**INSTRUCTIONS TO FOLLOW**
Excluding all pictures, please output the listing exactly.

**RECORDS**
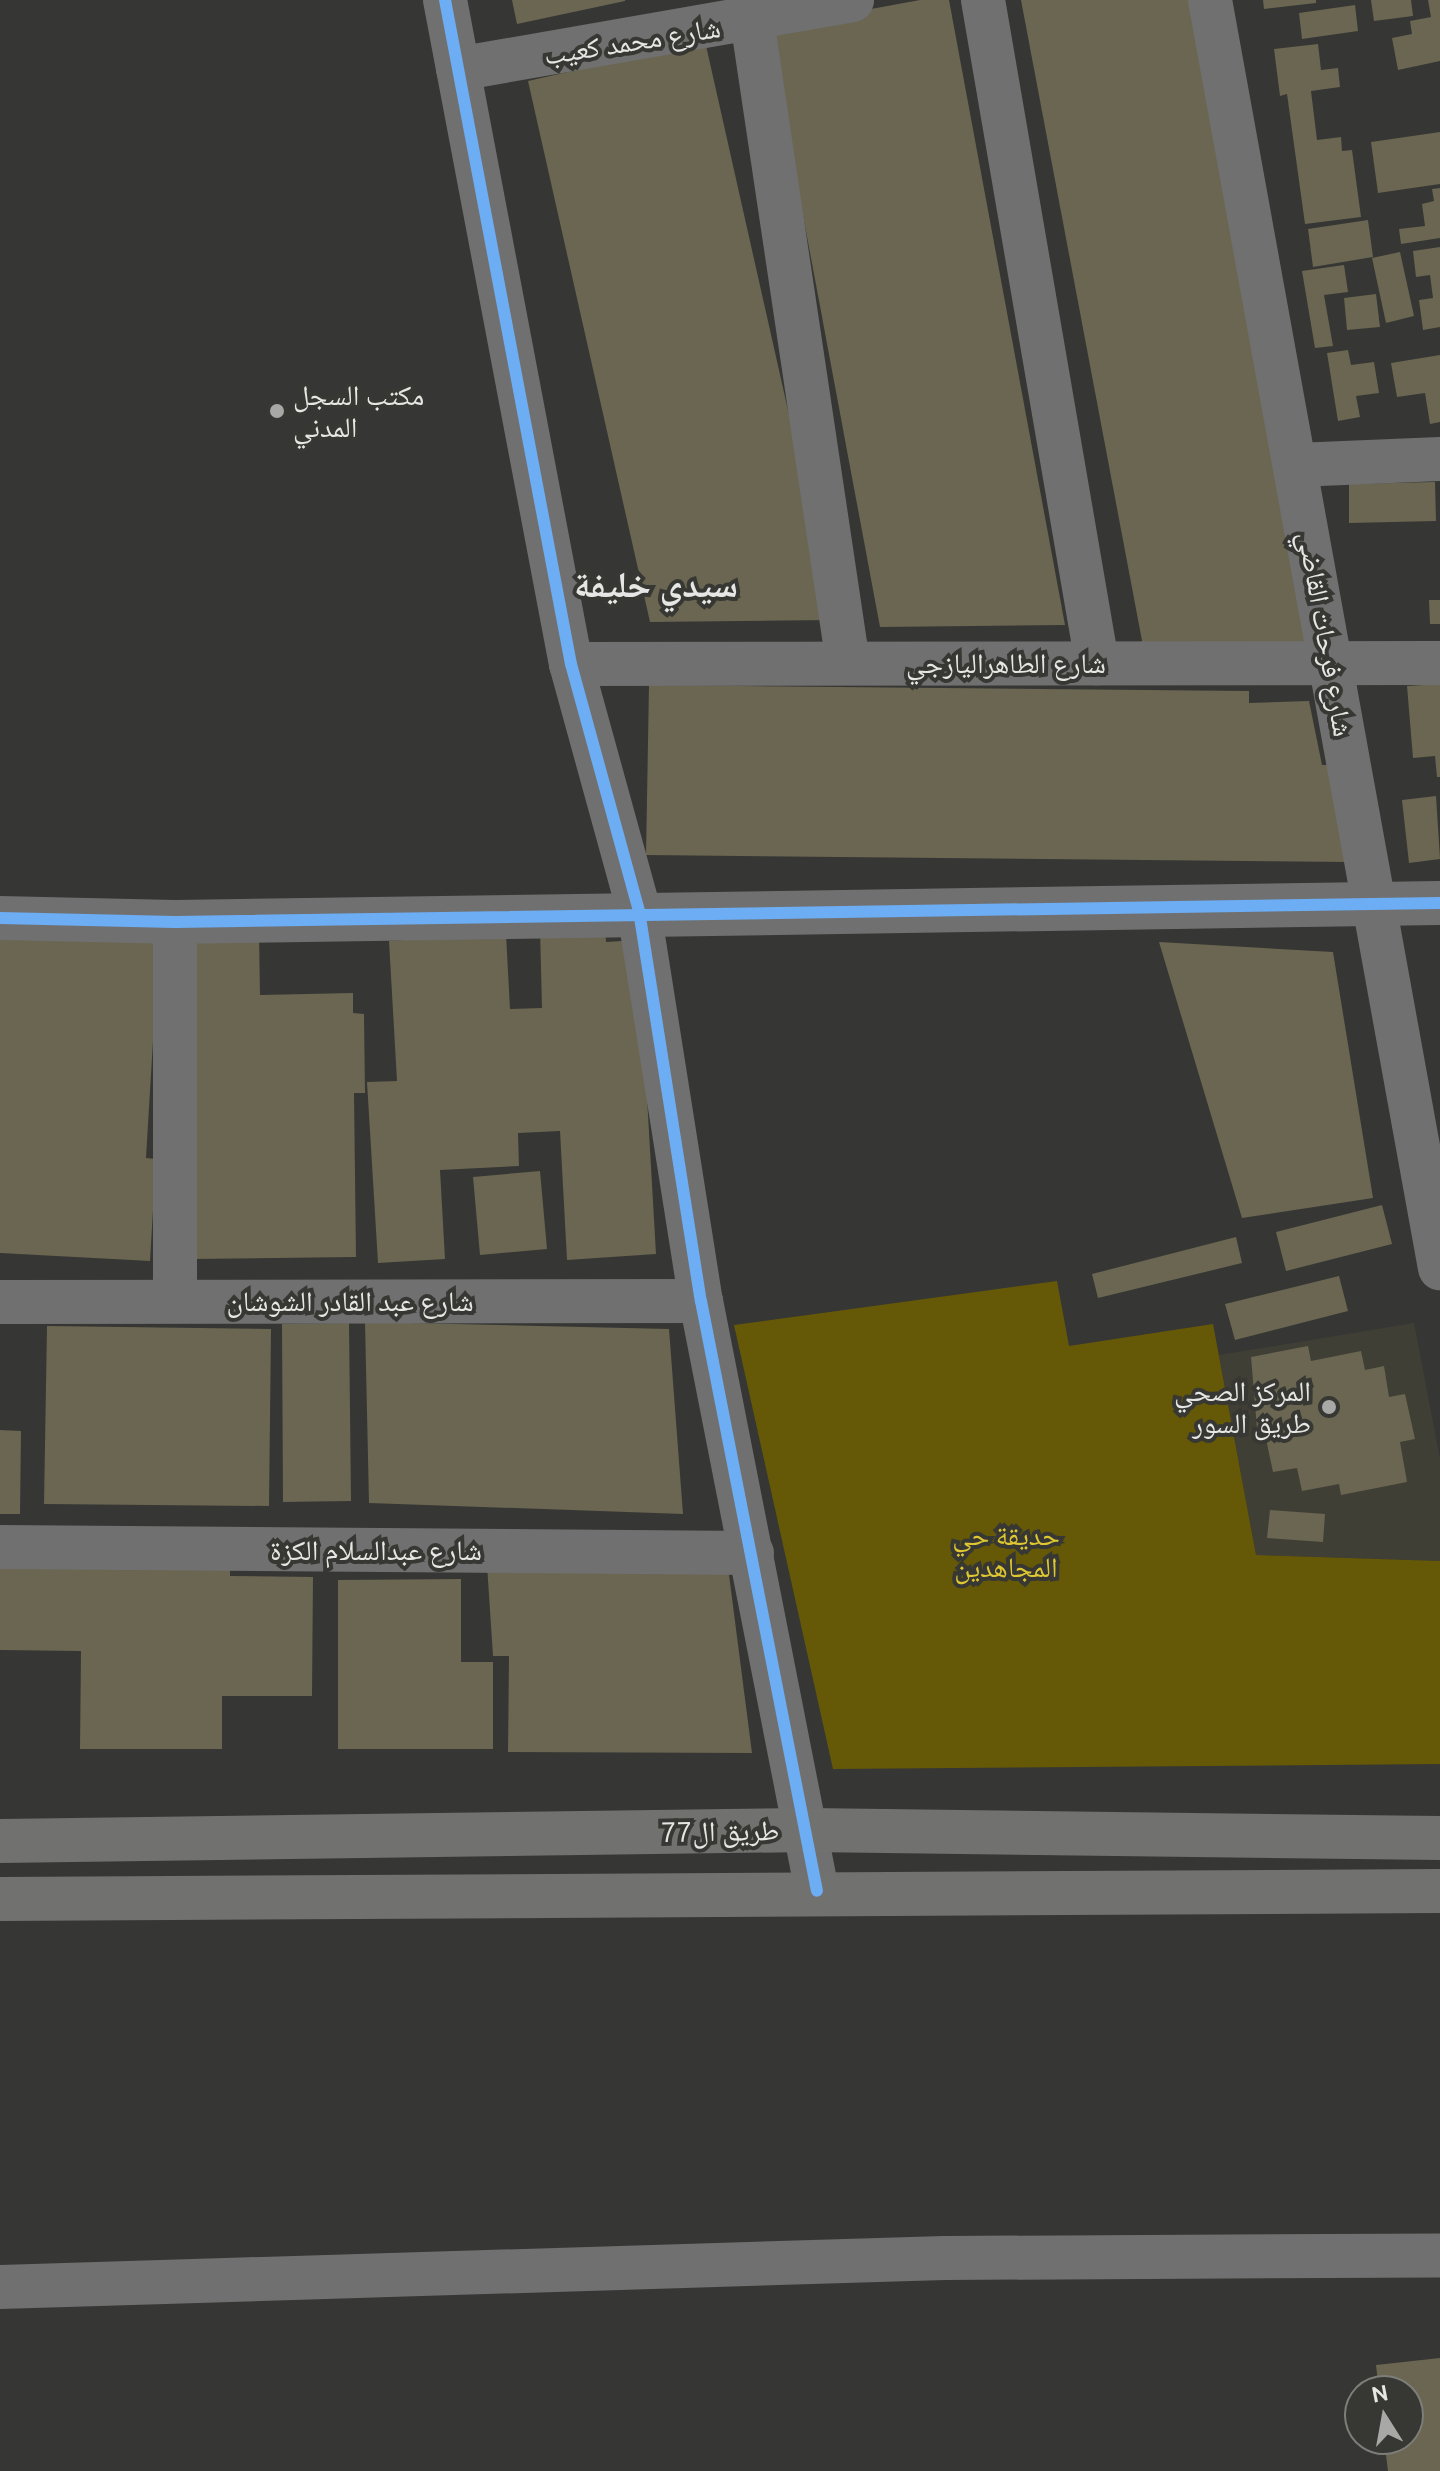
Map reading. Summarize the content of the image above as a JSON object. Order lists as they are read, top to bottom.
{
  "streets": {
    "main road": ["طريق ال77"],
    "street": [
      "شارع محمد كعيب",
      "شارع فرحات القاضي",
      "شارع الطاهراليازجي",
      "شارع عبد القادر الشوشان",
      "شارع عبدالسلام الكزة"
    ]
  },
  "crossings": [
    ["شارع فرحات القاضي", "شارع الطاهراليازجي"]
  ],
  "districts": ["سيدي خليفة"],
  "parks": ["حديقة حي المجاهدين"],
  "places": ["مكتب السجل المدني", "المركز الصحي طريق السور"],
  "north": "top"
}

**ANSWER FOR THE TASK**
Map reading. Summarize the content of the image above as a JSON object. Order lists as they are read, top to bottom.
{
  "streets": {
    "main road": ["طريق ال77"],
    "street": [
      "شارع محمد كعيب",
      "شارع فرحات القاضي",
      "شارع الطاهراليازجي",
      "شارع عبد القادر الشوشان",
      "شارع عبدالسلام الكزة"
    ]
  },
  "crossings": [
    ["شارع فرحات القاضي", "شارع الطاهراليازجي"]
  ],
  "districts": ["سيدي خليفة"],
  "parks": ["حديقة حي المجاهدين"],
  "places": ["مكتب السجل المدني", "المركز الصحي طريق السور"],
  "north": "top"
}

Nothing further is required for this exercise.